Agama yang hanya dipelajar melalui konsep-konsep, dengan sepenggal-sepenggal, hanya dalam ruang kelas dengan kurikulum dan silabus yang sama seperti belajar fisika dan matematika, atau melalui pengajian satu atau dua jam melalui setiap minggu, bukanlah belajar agama, tetapi rasa-rasanya belajar agama.

Islam yang dipelajari dayah atau pondok tradisional NU seperti belajar olah raga di lapangan. Konsepsi dan praktik berjalan bersamaan. Pelaksanaannya spesifik, sistematis dan yang lebih penting dipandu oleh mereka yang telah paham. Dengan praktik langsung, pembelajaran yang sistematis, mendalam, maka itulah yang disebut pengetahuan yang sebenarnya, ilmu menjadi jiwa itu sendiri.

Bandingkan dengan belajar di madrasah, persis seperti belajar biologi hanya mempelajari konsepnya saja. Tidak pernah kenal apa itu laboratorium.  Seperti belajar berenang di atas meja.

Di Aceh, pandainya orang madrasah, emde, iain, adalah menggunakan narasi-narasi agama untuk menarik simpati masyarakat. Misalnya mereka mengatakan, "tegakkan syariat islam, pemerintah pusat harus berikan syariat islam". Masyarakat yang sangat cinta syariat islam ikut mendukung mereka.

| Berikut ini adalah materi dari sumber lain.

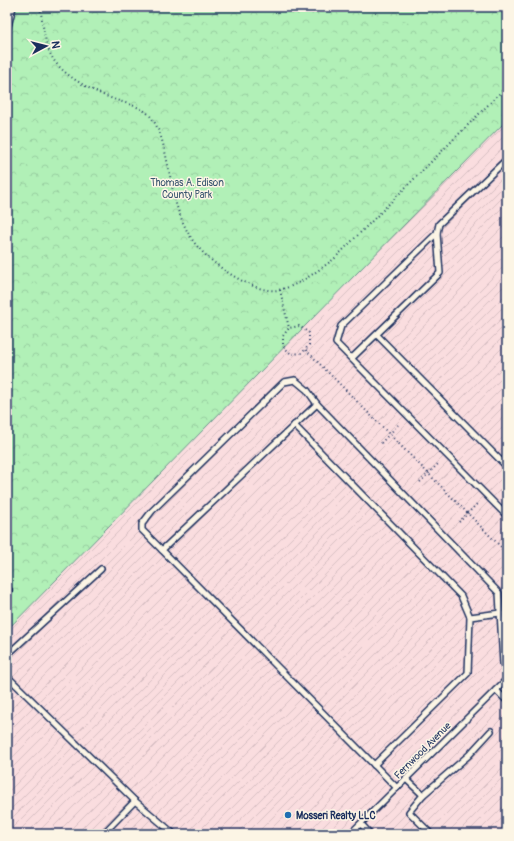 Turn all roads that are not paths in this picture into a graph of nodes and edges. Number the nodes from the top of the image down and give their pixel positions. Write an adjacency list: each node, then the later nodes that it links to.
1 (13, 7): 2 (lane)
2 (7, 30)
3 (507, 159): 4 (lane)
4 (438, 233): 5 (lane); 6 (lane)
5 (377, 335): 6 (lane); 9 (lane)
6 (352, 358): 10 (lane)
7 (317, 404): 8 (lane); 11 (lane); 13 (lane)
8 (294, 425): 11 (lane); 14 (lane)
9 (507, 467)
10 (507, 516)
11 (162, 550): 22 (lane)
12 (101, 569): 15 (lane)
13 (500, 613): 14 (lane); 16 (lane)
14 (470, 617): 22 (lane)
15 (7, 655)
16 (507, 672)
17 (7, 676): 26 (lane)
18 (507, 678): 19 (lane, Fernwood Avenue)
19 (496, 690): 20 (lane); 23 (lane, Fernwood Avenue)
20 (507, 701)
21 (491, 731): 25 (lane)
22 (374, 766): 24 (lane)
23 (406, 779): 24 (lane, Fernwood Avenue); 25 (lane)
24 (397, 788): 27 (lane, Fernwood Avenue)
25 (423, 795): 32 (lane)
26 (136, 801): 28 (lane); 29 (lane)
27 (360, 824): 30 (lane, Fernwood Avenue); 31 (lane)
28 (103, 834)
29 (174, 834)
30 (350, 834)
31 (370, 834)
32 (431, 834) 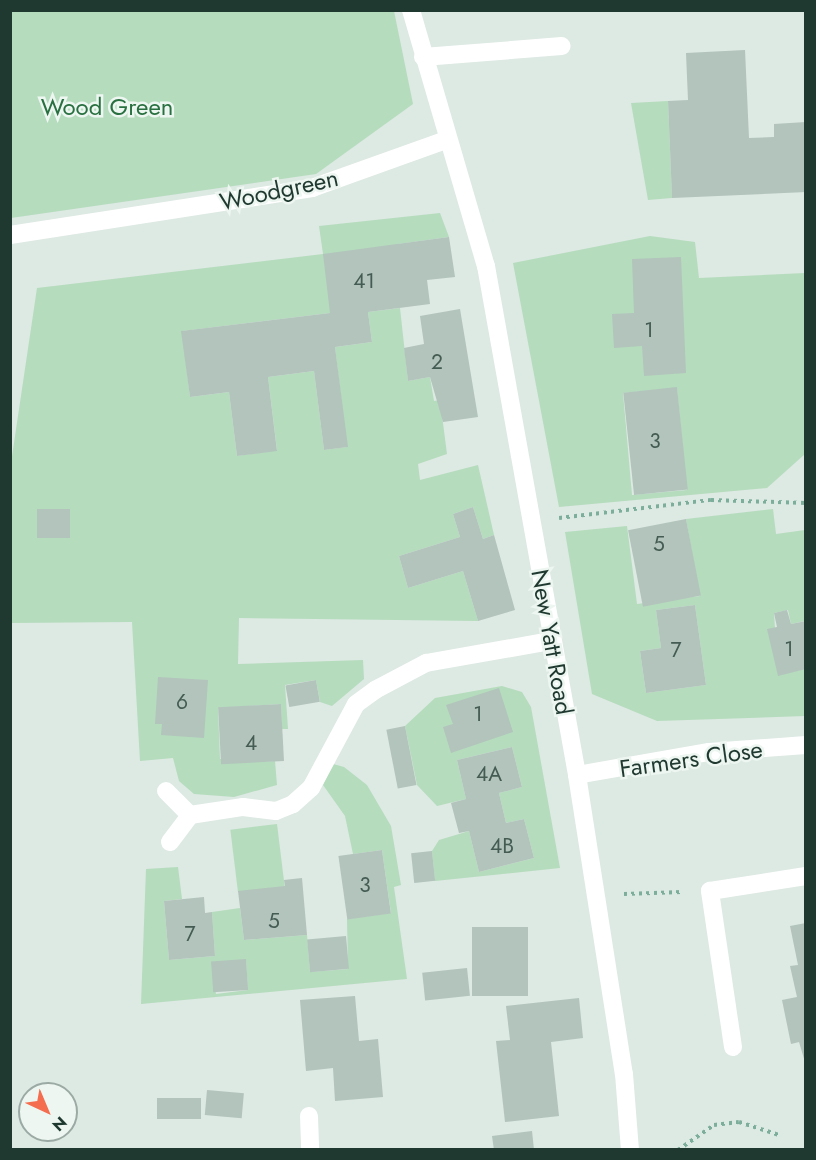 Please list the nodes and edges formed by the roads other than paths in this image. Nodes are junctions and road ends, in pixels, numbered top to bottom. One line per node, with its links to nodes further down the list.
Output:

Padahal syariat islam yang dimaksud modernis adalah syariat islam yang terlembagakan, tersistemkan, syariat yang terbingkai dalam prosedur administrasi kelembagaan pemerintah.

Karena imajinasi modernis sejak PUSA adalah hasrat untuk terlibat dalam sistem kelembagaan pemerintah. Setelah syariat islam diformalkan barulah masyarakat Aceh bingung: Talak tiga kok cuma satu, berarti harus sembilan kali talak, baru cina buta? Banyak produk-produk formalisasi syariat Islam lainnya yang membingungkan masyarakat. Kenapa? Karena itu adalah ide modernis, emde, iain, bukan syariat Islam yang menjadi living experience masyarakat Aceh.

Demikian juga ketika disuarakan Prabowo adalah hasil ijtima ulama, maka masyarakat Aceh langsung terkesima. Padahal ulamanya yusuf marta, dahnil simajumtak. Kalau marif amin bukan ulama, kiai sepuh nu bukan ulama, yang ulama yang belajar agama di pesantren kilat 6 hari 5 malam, lalu pake sorban, gamis putuh, pelihara jenggot, teriak allahu akbar di tengah jalan. Itulah ulama.